### Task requirements:
Given the records below, pull every line with the word "Johns" into the answer.

### Data provided:
# # # #
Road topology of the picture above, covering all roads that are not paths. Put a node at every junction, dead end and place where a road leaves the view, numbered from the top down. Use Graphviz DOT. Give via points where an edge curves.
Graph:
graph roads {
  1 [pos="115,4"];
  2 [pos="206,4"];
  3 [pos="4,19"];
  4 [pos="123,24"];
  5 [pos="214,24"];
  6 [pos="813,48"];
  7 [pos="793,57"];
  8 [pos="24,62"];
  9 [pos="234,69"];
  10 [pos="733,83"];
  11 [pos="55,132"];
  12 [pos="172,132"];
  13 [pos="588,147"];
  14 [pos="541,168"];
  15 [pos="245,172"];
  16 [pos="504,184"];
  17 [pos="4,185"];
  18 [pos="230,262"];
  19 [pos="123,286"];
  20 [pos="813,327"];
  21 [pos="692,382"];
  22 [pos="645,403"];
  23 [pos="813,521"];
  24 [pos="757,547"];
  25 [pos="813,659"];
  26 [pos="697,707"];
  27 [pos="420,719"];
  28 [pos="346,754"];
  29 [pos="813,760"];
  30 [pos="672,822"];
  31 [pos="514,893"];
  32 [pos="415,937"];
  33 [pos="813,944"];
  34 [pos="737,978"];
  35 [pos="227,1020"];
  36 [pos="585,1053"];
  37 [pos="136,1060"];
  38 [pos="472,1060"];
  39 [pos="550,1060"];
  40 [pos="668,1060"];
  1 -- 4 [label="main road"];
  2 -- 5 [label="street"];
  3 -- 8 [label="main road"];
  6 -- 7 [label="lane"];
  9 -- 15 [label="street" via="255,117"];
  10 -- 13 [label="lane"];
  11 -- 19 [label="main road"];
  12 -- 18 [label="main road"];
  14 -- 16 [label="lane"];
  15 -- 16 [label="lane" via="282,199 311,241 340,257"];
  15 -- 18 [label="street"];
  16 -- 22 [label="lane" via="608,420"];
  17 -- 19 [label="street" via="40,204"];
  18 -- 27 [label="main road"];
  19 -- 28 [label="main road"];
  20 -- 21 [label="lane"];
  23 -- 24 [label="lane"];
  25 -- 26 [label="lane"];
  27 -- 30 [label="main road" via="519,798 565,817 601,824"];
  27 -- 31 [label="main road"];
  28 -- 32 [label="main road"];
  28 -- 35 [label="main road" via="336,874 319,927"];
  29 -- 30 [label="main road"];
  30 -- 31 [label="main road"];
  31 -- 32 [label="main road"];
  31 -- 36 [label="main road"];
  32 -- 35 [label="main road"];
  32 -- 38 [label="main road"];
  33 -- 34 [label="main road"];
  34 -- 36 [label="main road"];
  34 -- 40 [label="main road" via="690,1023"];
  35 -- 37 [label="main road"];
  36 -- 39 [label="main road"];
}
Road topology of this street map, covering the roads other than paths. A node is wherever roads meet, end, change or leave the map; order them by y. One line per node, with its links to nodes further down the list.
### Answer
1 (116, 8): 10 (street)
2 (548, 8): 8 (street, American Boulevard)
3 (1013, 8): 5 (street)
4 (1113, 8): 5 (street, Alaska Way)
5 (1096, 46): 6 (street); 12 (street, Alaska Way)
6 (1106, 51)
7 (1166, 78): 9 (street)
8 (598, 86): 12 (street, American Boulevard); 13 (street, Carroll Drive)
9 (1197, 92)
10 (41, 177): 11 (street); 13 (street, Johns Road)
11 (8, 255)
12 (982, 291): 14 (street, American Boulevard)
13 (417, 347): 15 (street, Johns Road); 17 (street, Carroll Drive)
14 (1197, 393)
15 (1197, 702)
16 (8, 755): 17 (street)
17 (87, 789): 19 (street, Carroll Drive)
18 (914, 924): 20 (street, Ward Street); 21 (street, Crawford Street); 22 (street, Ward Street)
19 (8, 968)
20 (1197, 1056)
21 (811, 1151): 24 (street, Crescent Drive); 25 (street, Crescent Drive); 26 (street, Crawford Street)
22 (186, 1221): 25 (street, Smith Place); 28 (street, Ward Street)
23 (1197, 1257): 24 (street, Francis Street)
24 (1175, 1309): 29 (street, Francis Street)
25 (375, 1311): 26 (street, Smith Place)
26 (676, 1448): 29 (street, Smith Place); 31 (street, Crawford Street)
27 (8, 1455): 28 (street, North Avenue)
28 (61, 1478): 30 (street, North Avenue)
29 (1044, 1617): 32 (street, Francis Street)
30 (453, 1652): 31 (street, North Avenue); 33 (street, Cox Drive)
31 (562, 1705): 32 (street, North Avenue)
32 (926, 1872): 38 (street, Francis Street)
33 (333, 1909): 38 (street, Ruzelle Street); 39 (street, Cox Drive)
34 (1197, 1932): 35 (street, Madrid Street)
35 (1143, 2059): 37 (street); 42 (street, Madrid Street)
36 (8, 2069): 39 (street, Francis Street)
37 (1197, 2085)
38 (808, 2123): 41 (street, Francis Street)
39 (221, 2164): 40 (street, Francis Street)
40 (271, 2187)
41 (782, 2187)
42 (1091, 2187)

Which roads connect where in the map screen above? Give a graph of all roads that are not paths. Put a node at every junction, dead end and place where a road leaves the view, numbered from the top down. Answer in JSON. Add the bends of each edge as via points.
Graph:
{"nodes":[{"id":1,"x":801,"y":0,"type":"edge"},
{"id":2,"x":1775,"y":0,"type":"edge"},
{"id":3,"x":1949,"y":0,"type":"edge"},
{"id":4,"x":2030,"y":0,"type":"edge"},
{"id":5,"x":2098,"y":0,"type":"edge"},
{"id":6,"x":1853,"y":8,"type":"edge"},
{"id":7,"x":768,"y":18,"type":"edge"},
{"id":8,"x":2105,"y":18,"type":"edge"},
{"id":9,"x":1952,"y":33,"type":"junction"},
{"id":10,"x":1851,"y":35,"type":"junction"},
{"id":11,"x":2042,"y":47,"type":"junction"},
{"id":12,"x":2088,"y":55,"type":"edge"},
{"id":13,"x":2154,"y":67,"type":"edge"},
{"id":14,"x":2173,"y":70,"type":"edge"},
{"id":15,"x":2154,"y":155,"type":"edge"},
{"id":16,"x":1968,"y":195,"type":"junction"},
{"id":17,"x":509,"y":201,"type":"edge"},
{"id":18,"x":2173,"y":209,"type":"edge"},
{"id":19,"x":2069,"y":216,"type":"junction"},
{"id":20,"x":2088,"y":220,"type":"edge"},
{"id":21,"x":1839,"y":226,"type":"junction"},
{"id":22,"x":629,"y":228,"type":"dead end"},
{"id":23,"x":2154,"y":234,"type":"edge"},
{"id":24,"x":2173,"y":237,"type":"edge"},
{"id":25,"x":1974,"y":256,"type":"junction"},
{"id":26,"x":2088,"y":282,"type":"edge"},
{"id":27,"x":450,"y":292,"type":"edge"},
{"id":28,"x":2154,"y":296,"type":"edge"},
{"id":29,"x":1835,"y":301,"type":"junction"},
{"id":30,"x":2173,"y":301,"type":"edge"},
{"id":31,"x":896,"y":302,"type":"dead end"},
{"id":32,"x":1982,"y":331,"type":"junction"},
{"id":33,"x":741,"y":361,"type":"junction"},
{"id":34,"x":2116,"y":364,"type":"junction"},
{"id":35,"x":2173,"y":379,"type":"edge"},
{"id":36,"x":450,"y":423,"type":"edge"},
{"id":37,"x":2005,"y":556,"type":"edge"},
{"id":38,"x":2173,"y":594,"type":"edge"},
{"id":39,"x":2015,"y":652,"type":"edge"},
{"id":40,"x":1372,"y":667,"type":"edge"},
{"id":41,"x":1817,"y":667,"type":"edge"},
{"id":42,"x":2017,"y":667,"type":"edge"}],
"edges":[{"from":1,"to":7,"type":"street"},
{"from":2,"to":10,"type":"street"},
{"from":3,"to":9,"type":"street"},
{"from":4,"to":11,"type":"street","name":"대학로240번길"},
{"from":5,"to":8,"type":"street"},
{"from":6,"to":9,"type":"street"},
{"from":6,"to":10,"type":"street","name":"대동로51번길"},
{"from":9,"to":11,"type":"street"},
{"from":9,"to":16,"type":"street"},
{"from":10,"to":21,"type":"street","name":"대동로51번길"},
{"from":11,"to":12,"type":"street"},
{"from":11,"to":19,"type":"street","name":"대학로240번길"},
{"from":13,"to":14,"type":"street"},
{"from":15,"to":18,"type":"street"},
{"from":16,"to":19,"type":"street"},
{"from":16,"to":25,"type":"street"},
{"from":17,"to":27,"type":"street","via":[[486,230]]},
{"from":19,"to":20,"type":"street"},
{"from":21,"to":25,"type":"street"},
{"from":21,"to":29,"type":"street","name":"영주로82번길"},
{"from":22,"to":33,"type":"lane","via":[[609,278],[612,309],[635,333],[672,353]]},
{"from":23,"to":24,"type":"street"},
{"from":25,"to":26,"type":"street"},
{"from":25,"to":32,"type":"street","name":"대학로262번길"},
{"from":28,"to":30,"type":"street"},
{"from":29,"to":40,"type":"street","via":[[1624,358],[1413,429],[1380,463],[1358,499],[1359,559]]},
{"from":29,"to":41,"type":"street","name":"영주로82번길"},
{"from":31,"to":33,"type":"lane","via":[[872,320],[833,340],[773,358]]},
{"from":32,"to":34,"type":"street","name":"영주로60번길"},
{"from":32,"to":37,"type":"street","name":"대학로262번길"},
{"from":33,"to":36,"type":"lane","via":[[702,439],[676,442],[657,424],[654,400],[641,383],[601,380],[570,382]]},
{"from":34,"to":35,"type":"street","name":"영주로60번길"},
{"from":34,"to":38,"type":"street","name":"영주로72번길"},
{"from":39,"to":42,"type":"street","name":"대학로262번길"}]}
# # # #
### Final answer:
10 (41, 177): 11 (street); 13 (street, Johns Road)
13 (417, 347): 15 (street, Johns Road); 17 (street, Carroll Drive)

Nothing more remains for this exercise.